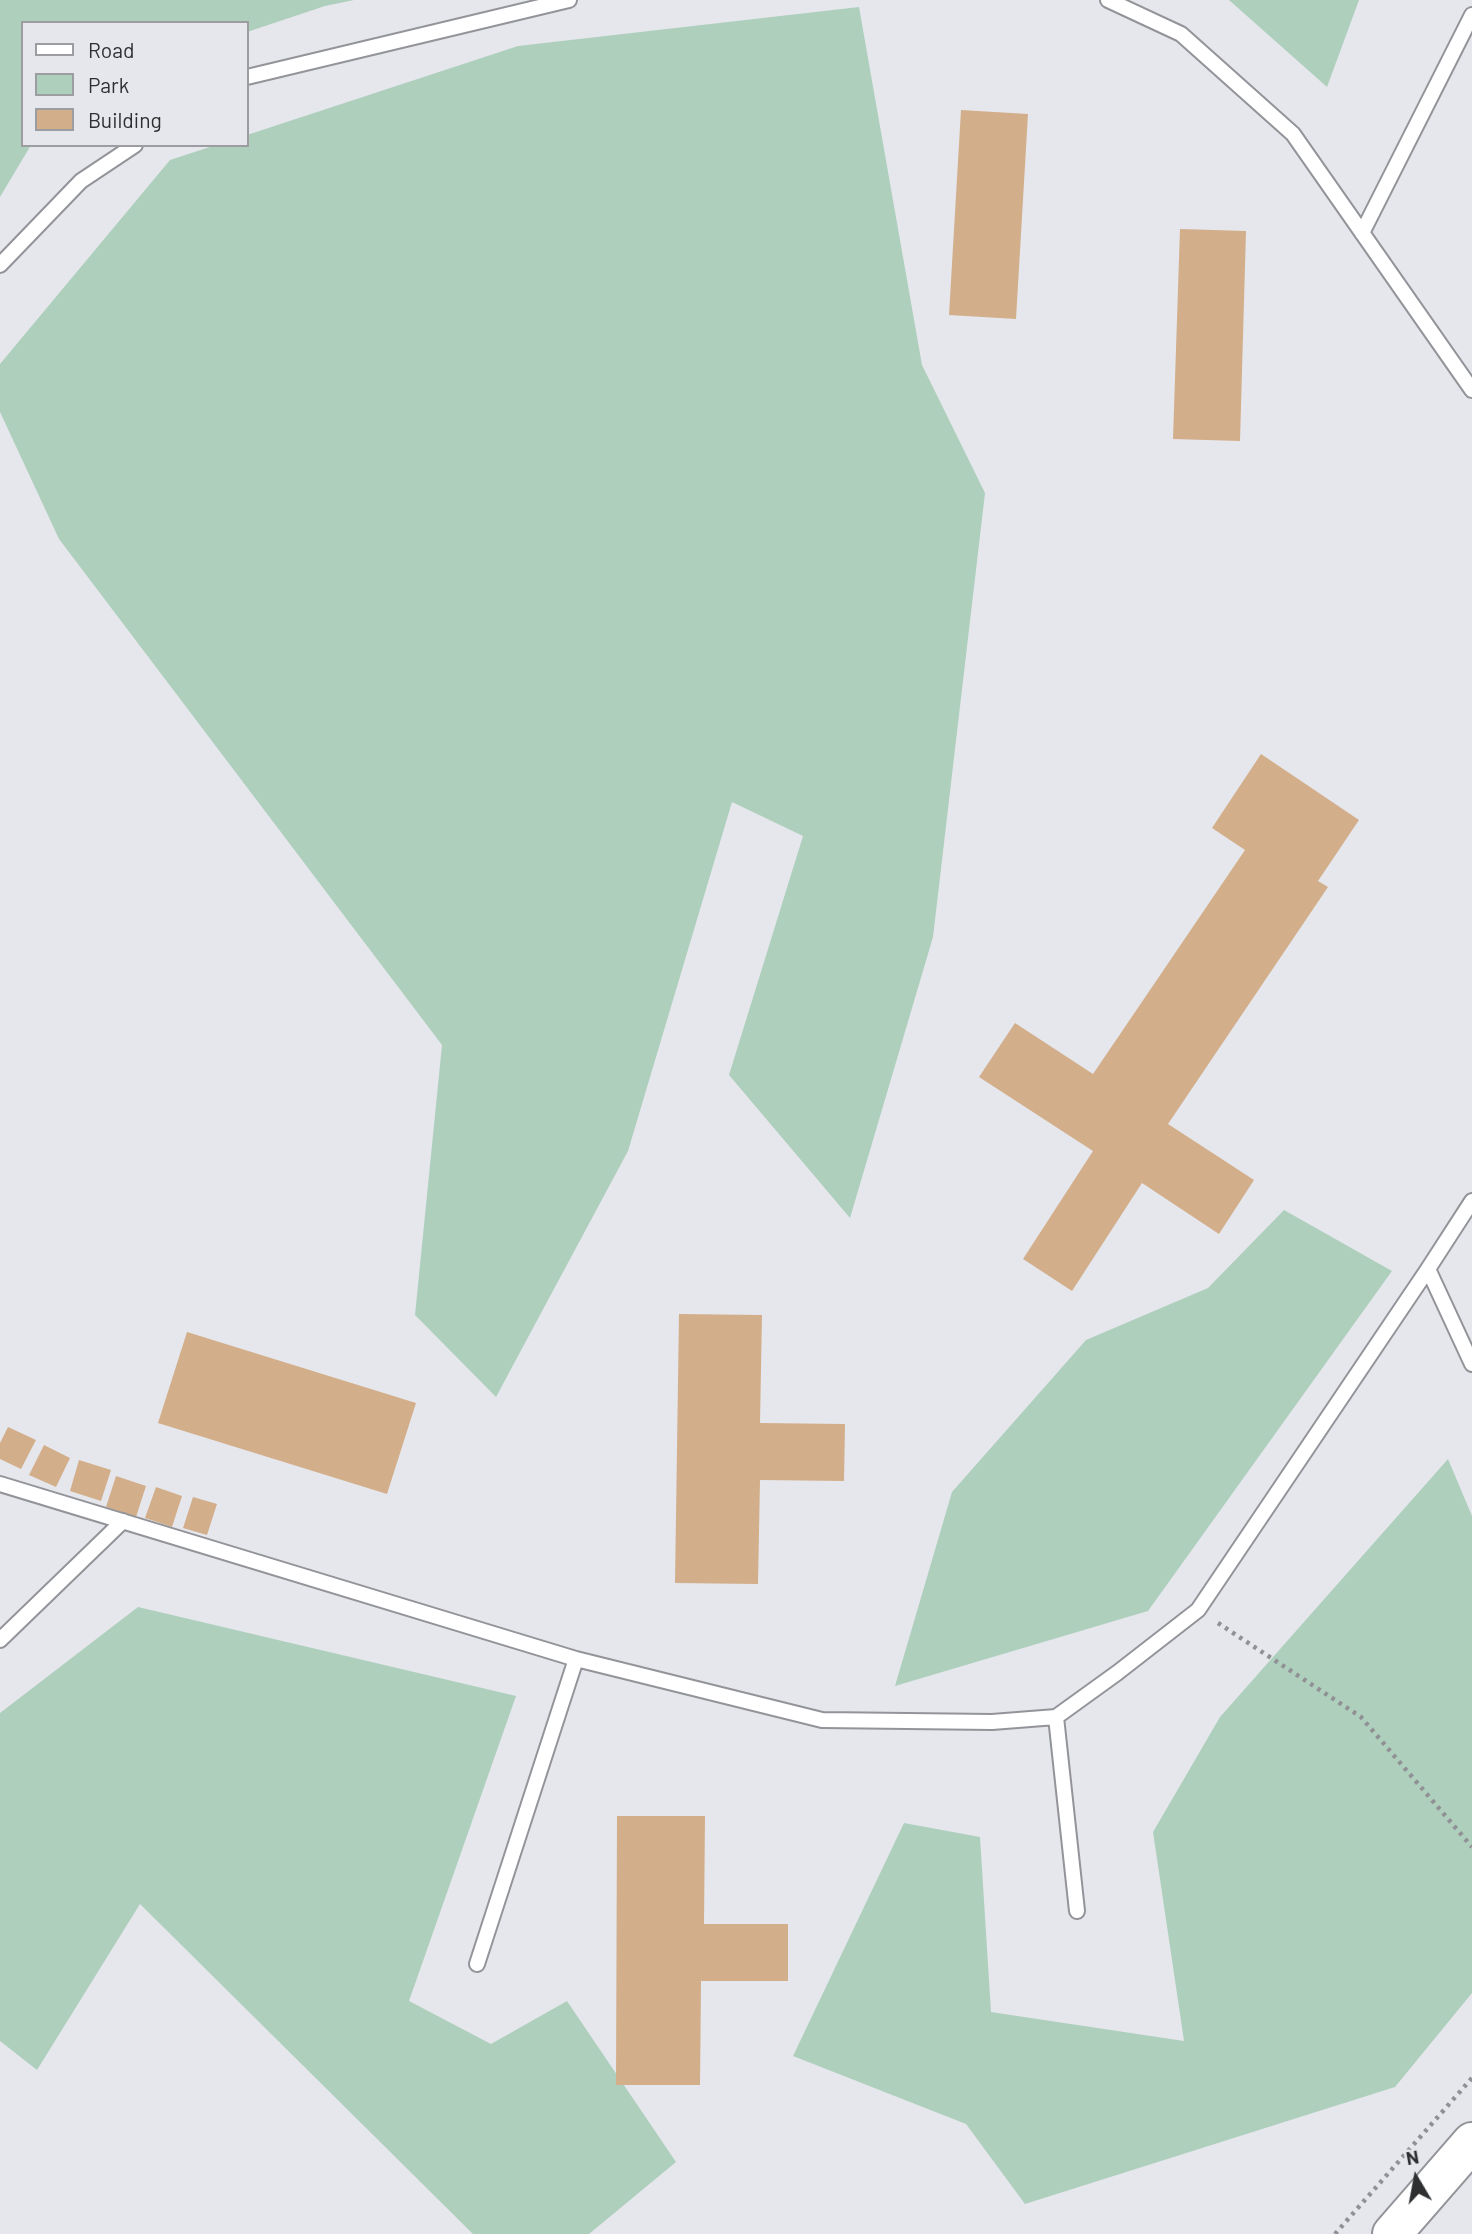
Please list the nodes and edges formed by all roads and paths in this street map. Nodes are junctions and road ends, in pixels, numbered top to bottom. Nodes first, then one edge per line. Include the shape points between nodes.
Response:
1 (569, 0) edge
2 (1108, 0) edge
3 (1472, 15) edge
4 (248, 77) edge
5 (132, 147) edge
6 (1362, 233) junction
7 (0, 265) edge
8 (1472, 390) edge
9 (1472, 1201) edge
10 (1429, 1269) junction
11 (1472, 1364) edge
12 (0, 1484) edge
13 (123, 1521) junction
14 (1198, 1610) junction
15 (0, 1640) edge
16 (576, 1659) junction
17 (1056, 1717) junction
18 (1472, 1847) edge
19 (1077, 1911) dead end
20 (477, 1964) dead end
21 (1472, 2078) edge
22 (1472, 2142) edge
23 (1335, 2234) edge
24 (1392, 2234) edge

1 - 4 lane
2 - 6 lane via 1181,34 1293,134
3 - 6 lane
5 - 7 lane via 81,181
6 - 8 lane
9 - 10 lane
10 - 11 lane
10 - 14 lane
12 - 13 lane
13 - 15 lane
13 - 16 lane
14 - 17 lane
14 - 18 path via 1361,1717
16 - 17 lane via 822,1720 992,1722
16 - 20 lane
17 - 19 lane
21 - 23 path
22 - 24 street

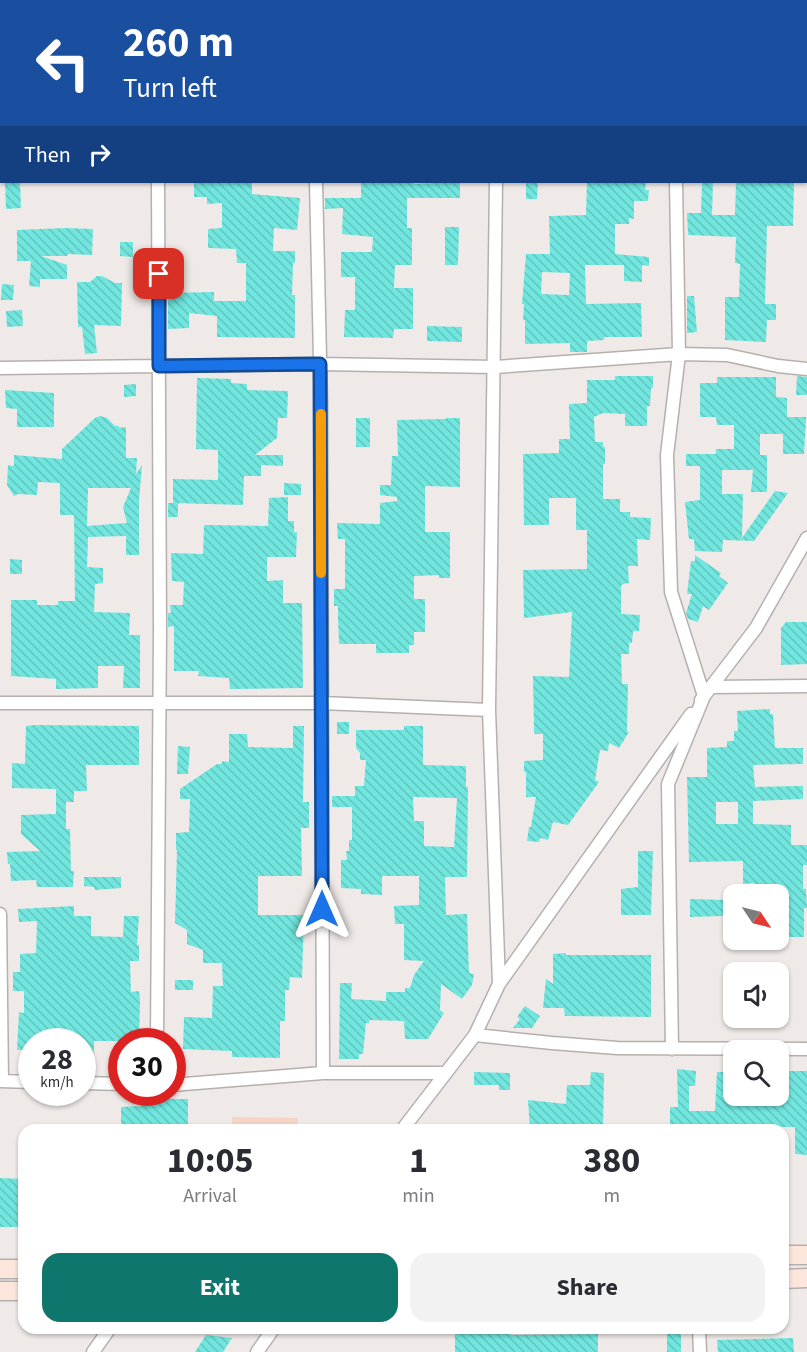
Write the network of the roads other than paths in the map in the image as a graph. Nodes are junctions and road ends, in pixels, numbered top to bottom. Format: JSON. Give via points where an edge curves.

══════

WORK INSTRUCTIONS - Search the lines above for the string "points" and copy each line that has it.

SOLUTION -
Please list the nodes and edges formed by all roads and paths in this street map. Nodes are junctions and road ends, in pixels, numbered top to bottom. Nodes first, then one edge per line. Include the shape points between nodes.
Write the network of the roads other than paths in the map in the image as a graph. Nodes are junctions and road ends, in pixels, numbered top to bottom. Format: JSON. Give via points where an edge curves.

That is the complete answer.